Google Is Dropping Support for Noindex in Robots.txt
Google announced that they are “retiring all code that handles unsupported and unpublished rules (such as noindex) on September 1, 2019.” This means that GoogleBot will now ignore any “noindex” directive given in the robots.txt file.
If you relied on this rule to control what Google crawls, you still have options to keep pages out of the index. According to Google’s post on the Webmaster Central Blog sites still have five ways to prevent pages from being indexed and displayed in the SERP:
“Noindex in robots meta tags: Supported both in the HTTP response headers and in HTML, the noindex directive is the most effective way to remove URLs from the index when crawling is allowed.
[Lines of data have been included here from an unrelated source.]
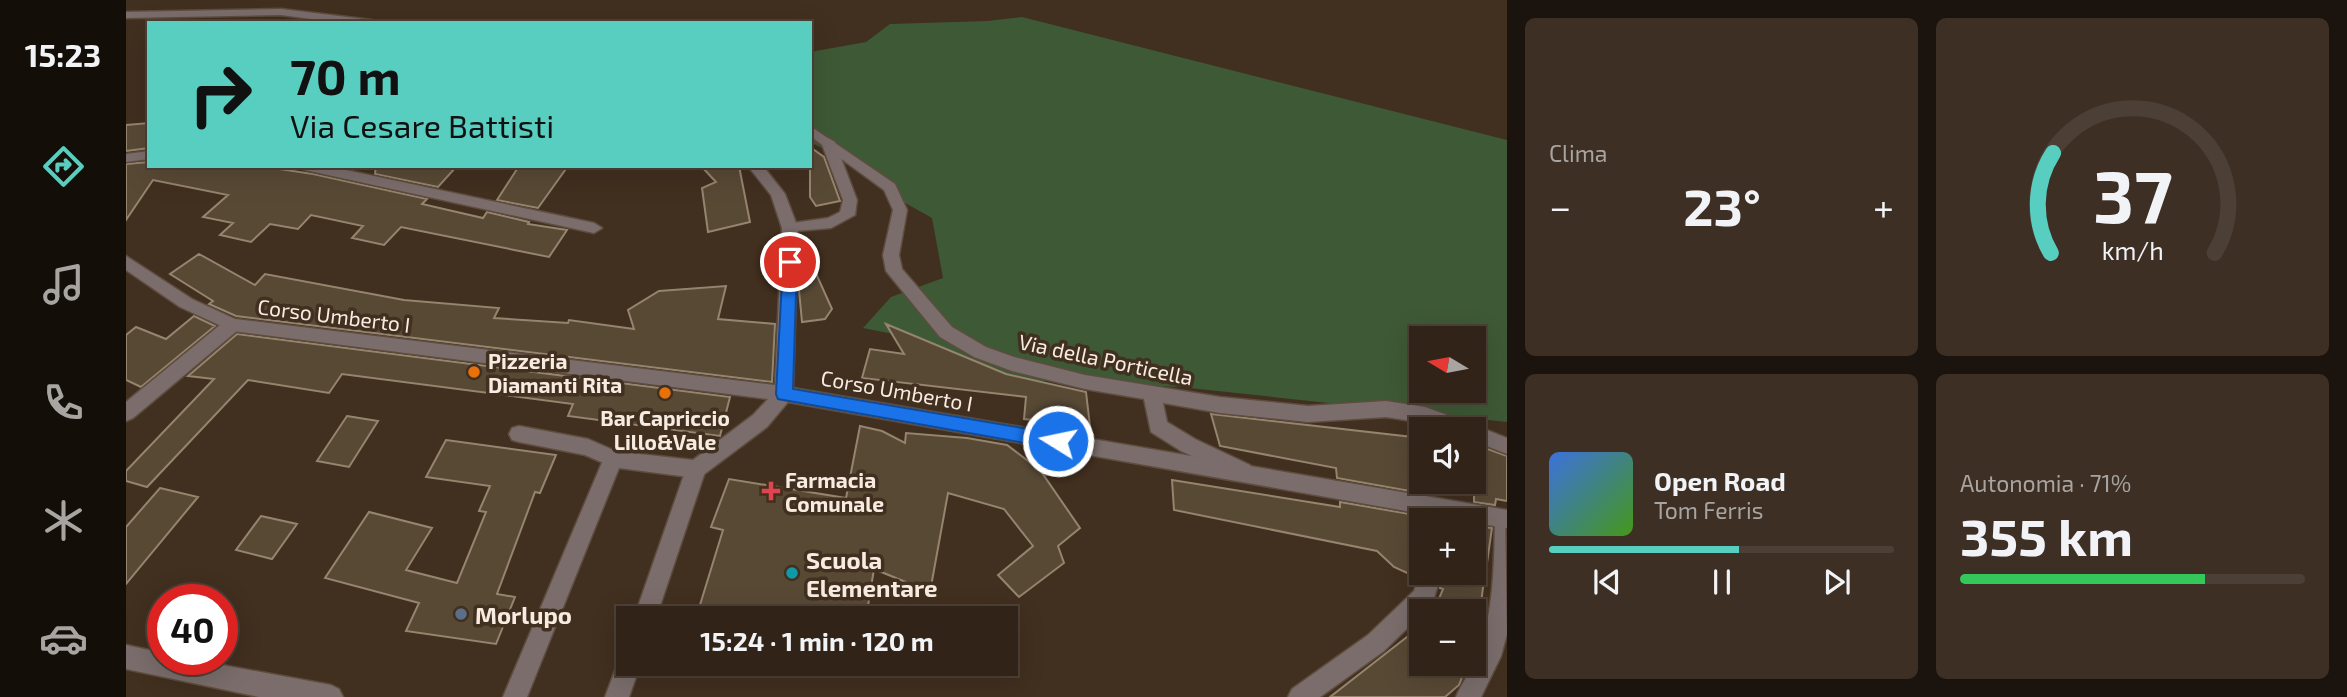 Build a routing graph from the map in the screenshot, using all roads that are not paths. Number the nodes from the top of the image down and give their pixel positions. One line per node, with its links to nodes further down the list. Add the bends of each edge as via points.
1 (126, 15): 2 (street, via 281,12)
2 (355, 21)
3 (812, 131): 4 (street, Via della Porticella)
4 (828, 142): 10 (street, via 850,200 847,215 831,223); 14 (street, Via della Porticella, via 880,177 894,192 900,215 892,265 946,332 1012,364)
5 (147, 155): 6 (street)
6 (126, 158)
7 (314, 168): 9 (street)
8 (757, 168): 10 (street, via 778,194)
9 (594, 228)
10 (790, 228): 13 (street)
11 (126, 262): 12 (street, Corso Umberto I, via 186,303)
12 (232, 325): 13 (street, Corso Umberto I); 15 (street)
13 (784, 394): 21 (street, via 760,421); 22 (street, Corso Umberto I)
14 (1152, 394): 16 (street, Via della Porticella, via 1284,413 1386,409); 22 (street, via 1158,426)
15 (126, 413)
16 (1430, 417)
17 (519, 434): 20 (street, via 588,447)
18 (1486, 438): 19 (street)
19 (1507, 446)
20 (613, 459): 21 (street); 31 (street)
21 (696, 469): 27 (street)
22 (1249, 474): 23 (street, Corso Umberto I)
23 (1412, 508)
24 (1486, 517): 25 (street, Corso Umberto I)
25 (1506, 519): 34 (street, via 1504,596 1489,654)
26 (1427, 585): 33 (street, via 1423,598 1376,643)
27 (649, 606)
28 (126, 657): 30 (street)
29 (624, 676): 32 (street)
30 (331, 697)
31 (516, 697)
32 (617, 697)
33 (1300, 697)
34 (1468, 697)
404 and 410 HTTP status codes: Both status codes mean that the page does not exist, which will drop such URLs from Google’s index once they’re crawled and processed.
Password protection: Unless markup is used to indicate subscription or paywalled content, hiding a page behind a login will generally remove it from Google’s index.
Disallow in robots.txt: Search engines can only index pages that they know about, so blocking the page from being crawled usually means its content won’t be indexed. While the search engine may also index a URL based on links from other pages, without seeing the content itself, we aim to make such pages less visible in the future.
Search Console Remove URL tool: The tool is a quick and easy method to remove a URL temporarily from Google’s search results.” (A note on unsupported rules in robots.txt, 7/2/2019)
If you need to switch from a noindex directive in the robots.txt file to a new method, make sure you do your research on which is the best alternative for your situation.